--- What you should do ---
Which lines of the records contain the word "Glencoe"? Copy each one.
Data in this exercise Block Start
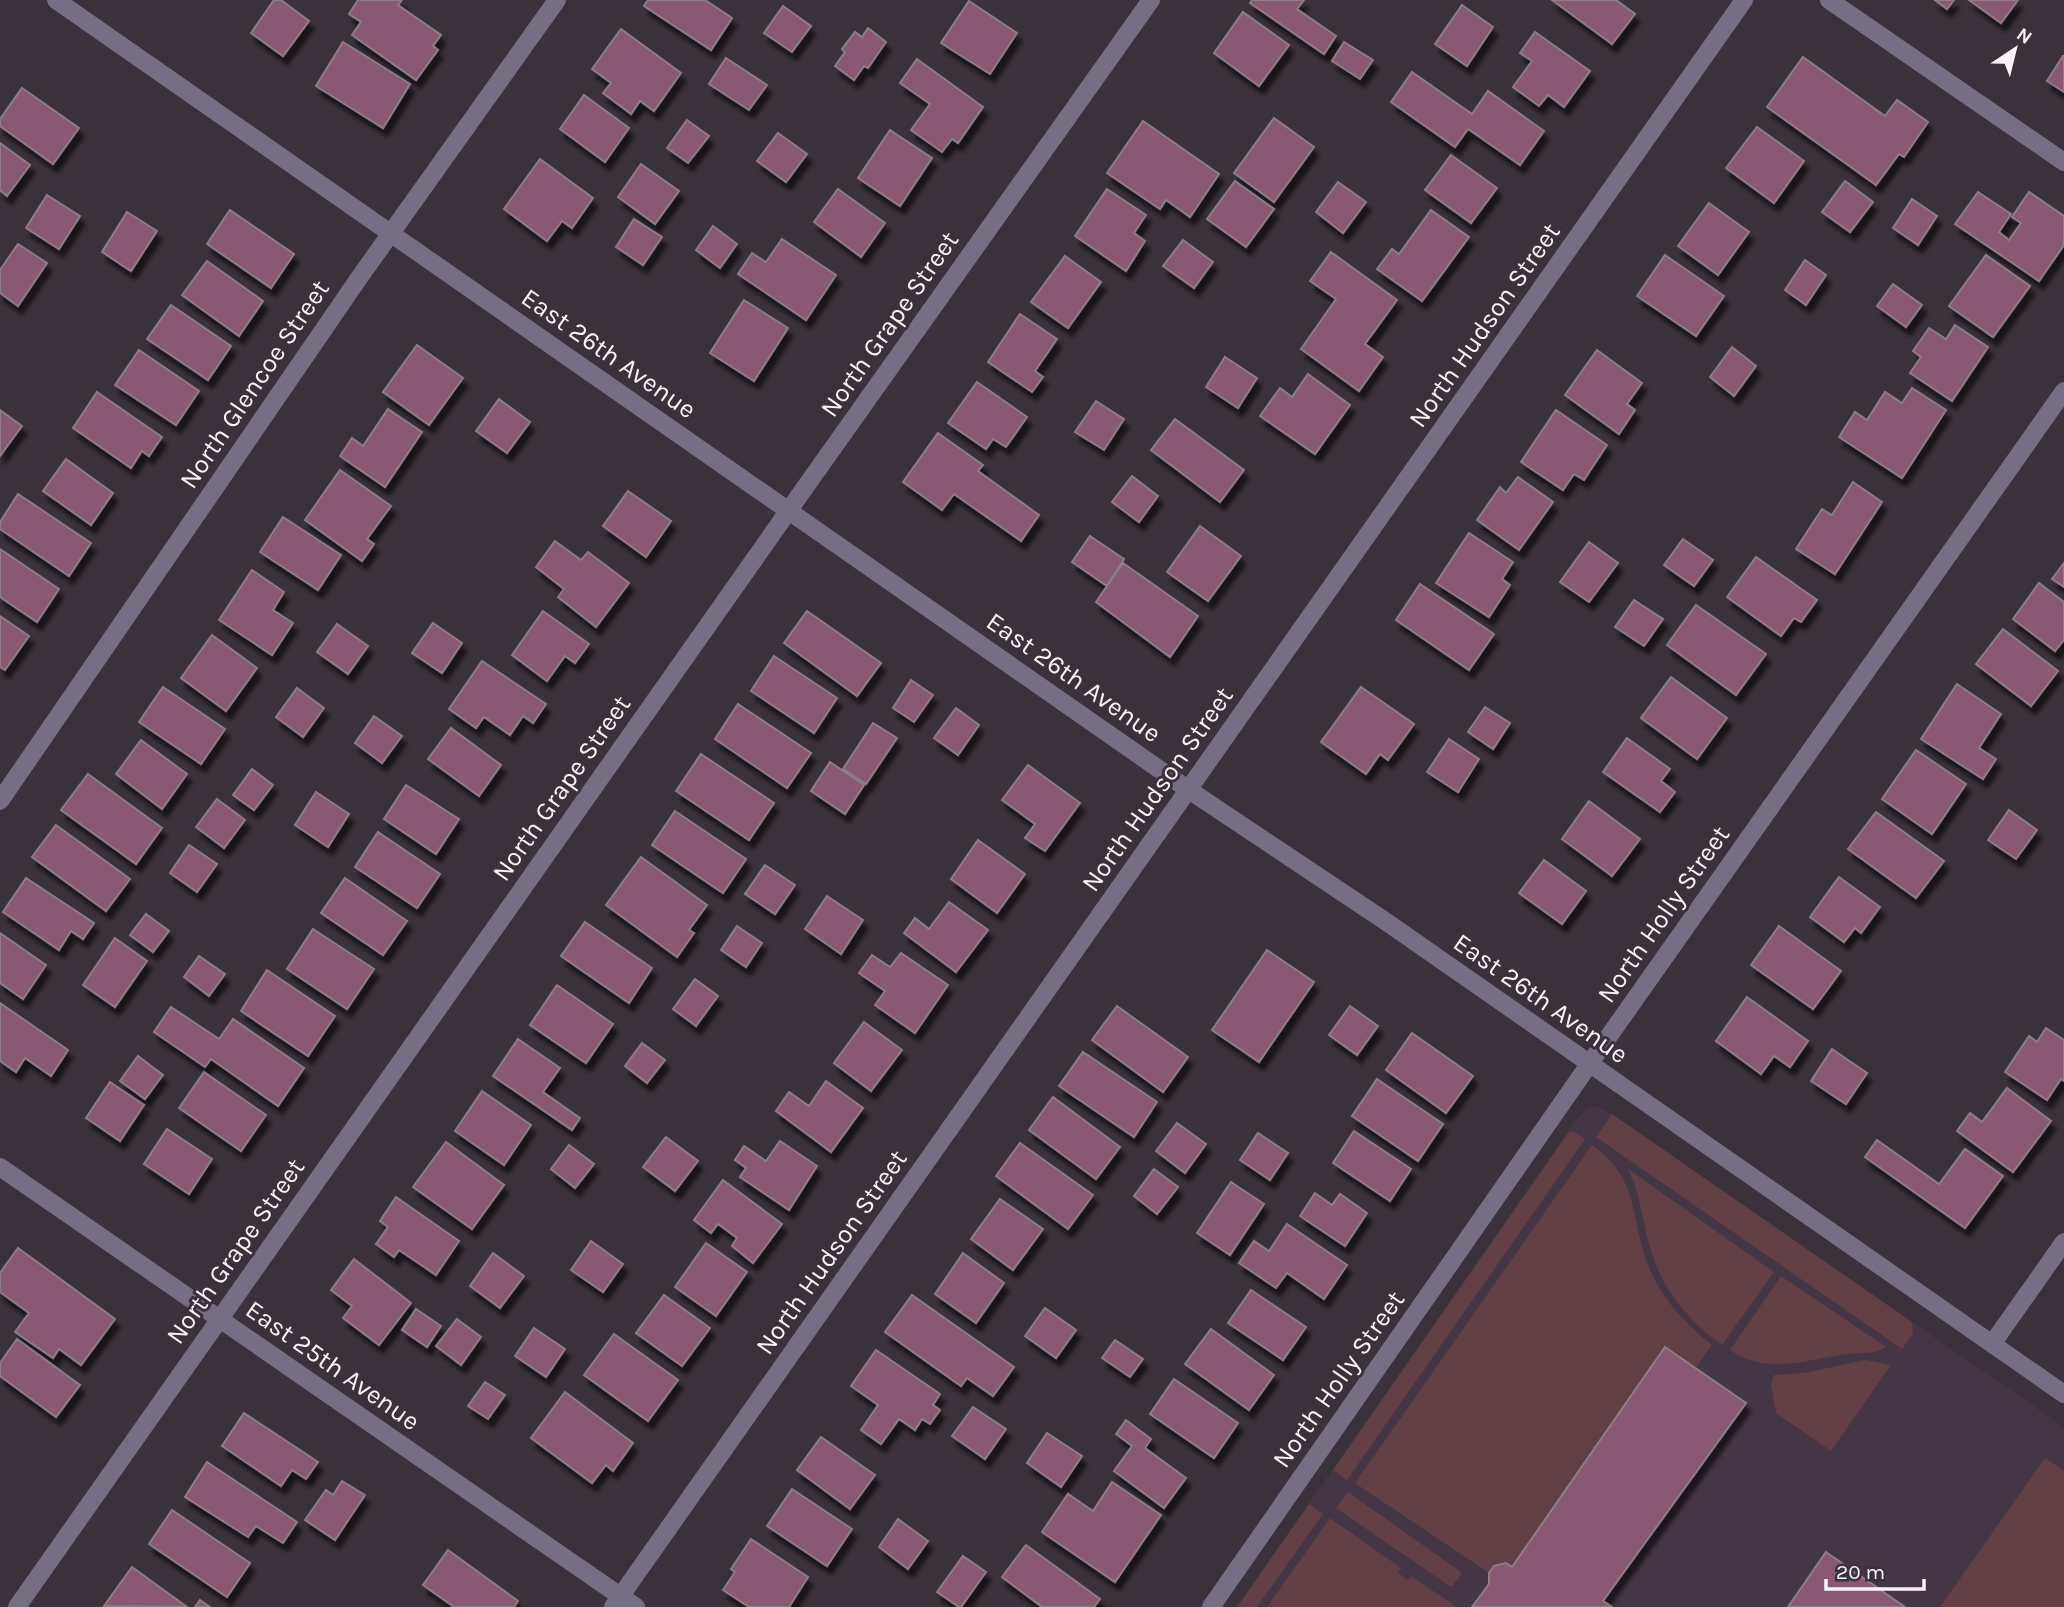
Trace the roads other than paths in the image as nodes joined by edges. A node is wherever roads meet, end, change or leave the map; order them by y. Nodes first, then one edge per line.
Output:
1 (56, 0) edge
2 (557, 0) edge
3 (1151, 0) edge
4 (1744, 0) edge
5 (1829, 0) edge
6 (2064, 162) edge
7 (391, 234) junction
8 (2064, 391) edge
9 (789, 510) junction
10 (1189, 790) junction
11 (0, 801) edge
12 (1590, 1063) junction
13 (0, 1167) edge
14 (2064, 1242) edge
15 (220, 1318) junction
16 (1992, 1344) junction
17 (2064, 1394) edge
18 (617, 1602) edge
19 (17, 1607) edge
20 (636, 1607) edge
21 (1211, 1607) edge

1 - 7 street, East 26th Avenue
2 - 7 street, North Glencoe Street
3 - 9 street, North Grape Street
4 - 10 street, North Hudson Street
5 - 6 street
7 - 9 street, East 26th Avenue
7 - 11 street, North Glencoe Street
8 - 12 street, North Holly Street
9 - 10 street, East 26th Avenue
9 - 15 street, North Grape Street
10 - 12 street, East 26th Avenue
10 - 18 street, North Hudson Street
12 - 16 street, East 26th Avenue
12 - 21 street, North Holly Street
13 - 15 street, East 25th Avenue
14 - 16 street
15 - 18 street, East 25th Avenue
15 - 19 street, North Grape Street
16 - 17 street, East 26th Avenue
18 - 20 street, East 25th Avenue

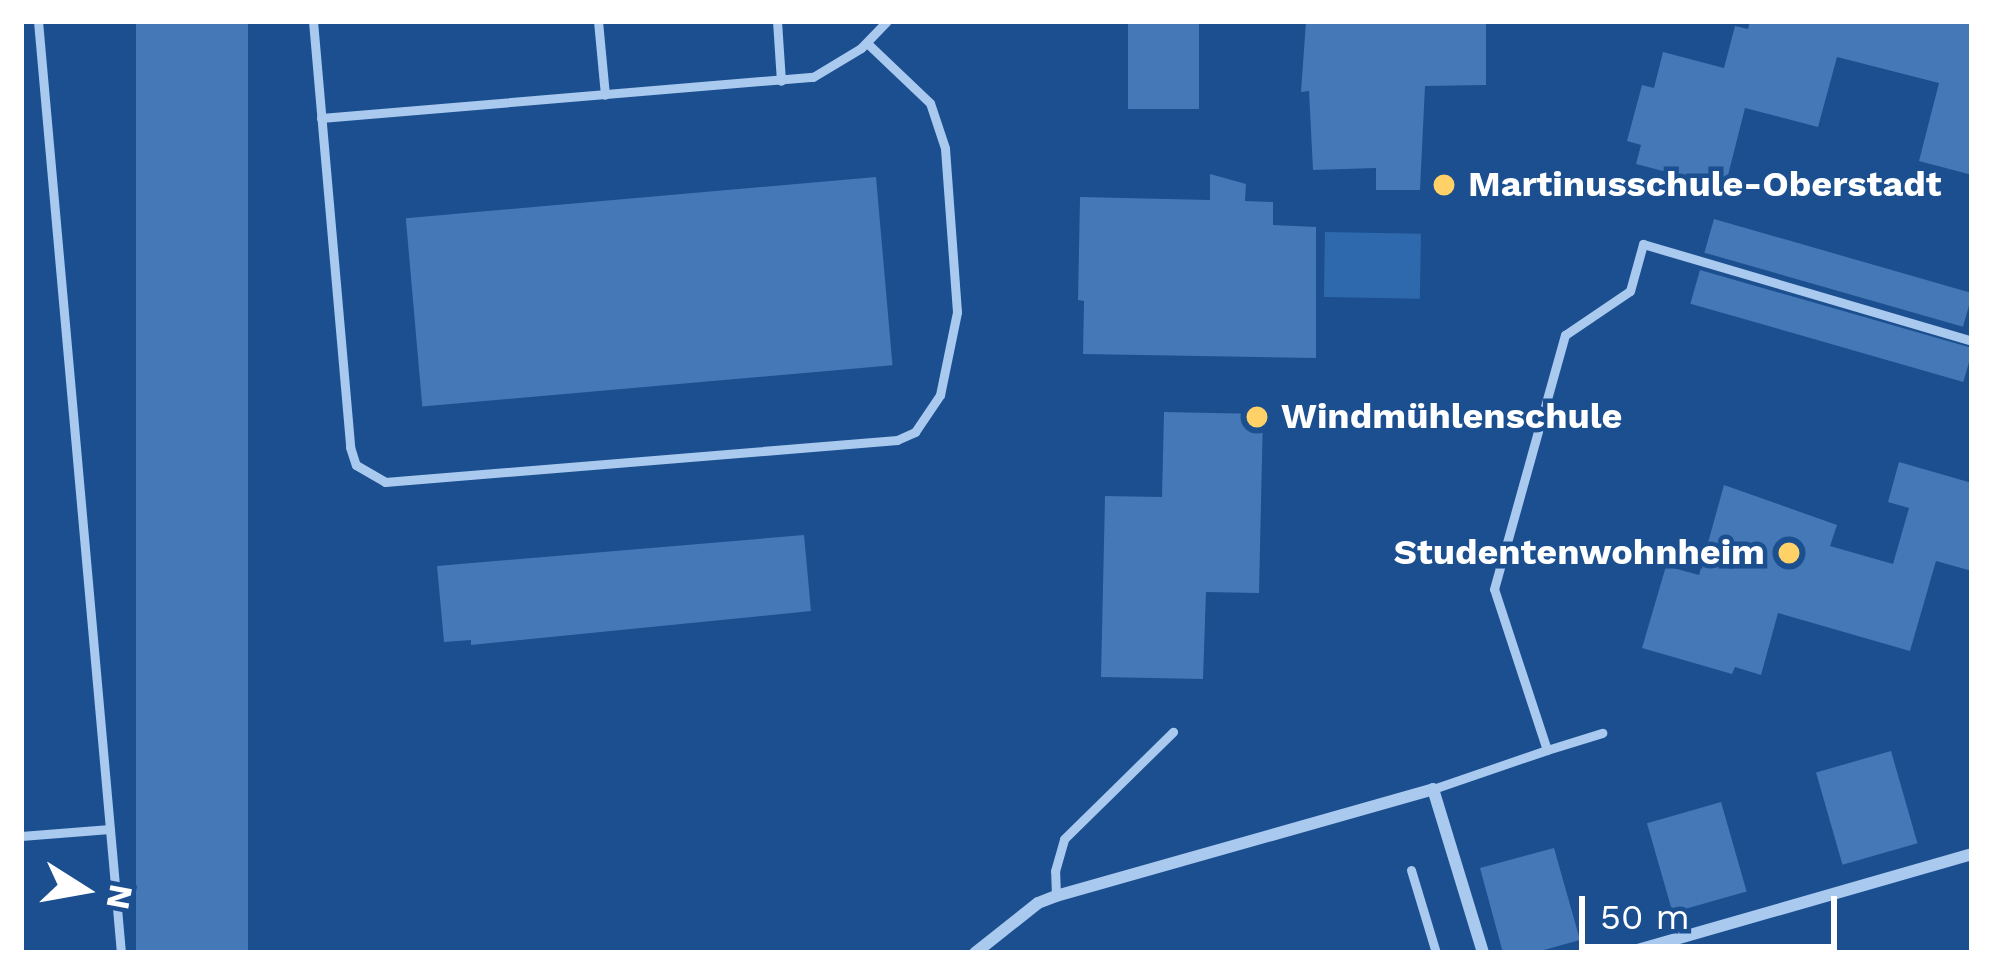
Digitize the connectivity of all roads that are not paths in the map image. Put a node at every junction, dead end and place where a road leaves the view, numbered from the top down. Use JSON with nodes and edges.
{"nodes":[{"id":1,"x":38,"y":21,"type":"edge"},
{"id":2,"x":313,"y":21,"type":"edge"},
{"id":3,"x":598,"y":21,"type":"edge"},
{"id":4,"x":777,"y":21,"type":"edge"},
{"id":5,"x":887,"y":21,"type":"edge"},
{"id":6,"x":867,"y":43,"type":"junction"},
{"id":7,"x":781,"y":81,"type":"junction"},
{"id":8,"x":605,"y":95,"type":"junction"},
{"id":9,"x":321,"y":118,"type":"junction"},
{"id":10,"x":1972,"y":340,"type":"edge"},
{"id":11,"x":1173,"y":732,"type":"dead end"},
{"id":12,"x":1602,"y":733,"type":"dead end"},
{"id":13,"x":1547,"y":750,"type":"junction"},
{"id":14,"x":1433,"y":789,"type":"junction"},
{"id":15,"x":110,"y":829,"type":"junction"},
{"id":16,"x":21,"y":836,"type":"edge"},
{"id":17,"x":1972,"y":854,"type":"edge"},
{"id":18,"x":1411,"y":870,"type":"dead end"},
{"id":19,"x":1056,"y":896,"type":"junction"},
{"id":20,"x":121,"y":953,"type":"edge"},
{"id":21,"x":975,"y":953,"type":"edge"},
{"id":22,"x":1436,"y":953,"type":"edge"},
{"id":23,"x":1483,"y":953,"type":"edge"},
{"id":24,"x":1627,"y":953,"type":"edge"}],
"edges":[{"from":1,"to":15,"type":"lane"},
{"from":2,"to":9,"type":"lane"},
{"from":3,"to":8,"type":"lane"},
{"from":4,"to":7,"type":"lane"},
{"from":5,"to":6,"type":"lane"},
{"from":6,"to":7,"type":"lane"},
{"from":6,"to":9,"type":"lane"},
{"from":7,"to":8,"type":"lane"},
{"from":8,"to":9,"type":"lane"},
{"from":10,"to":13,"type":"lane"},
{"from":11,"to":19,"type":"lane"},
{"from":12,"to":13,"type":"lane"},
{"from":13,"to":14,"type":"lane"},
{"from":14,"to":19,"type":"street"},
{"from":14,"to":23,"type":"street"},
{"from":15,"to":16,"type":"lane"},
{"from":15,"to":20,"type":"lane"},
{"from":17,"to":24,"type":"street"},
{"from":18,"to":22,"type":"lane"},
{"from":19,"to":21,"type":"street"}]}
Data in this exercise Block End
--- Exercise result ---
2 - 7 street, North Glencoe Street
7 - 11 street, North Glencoe Street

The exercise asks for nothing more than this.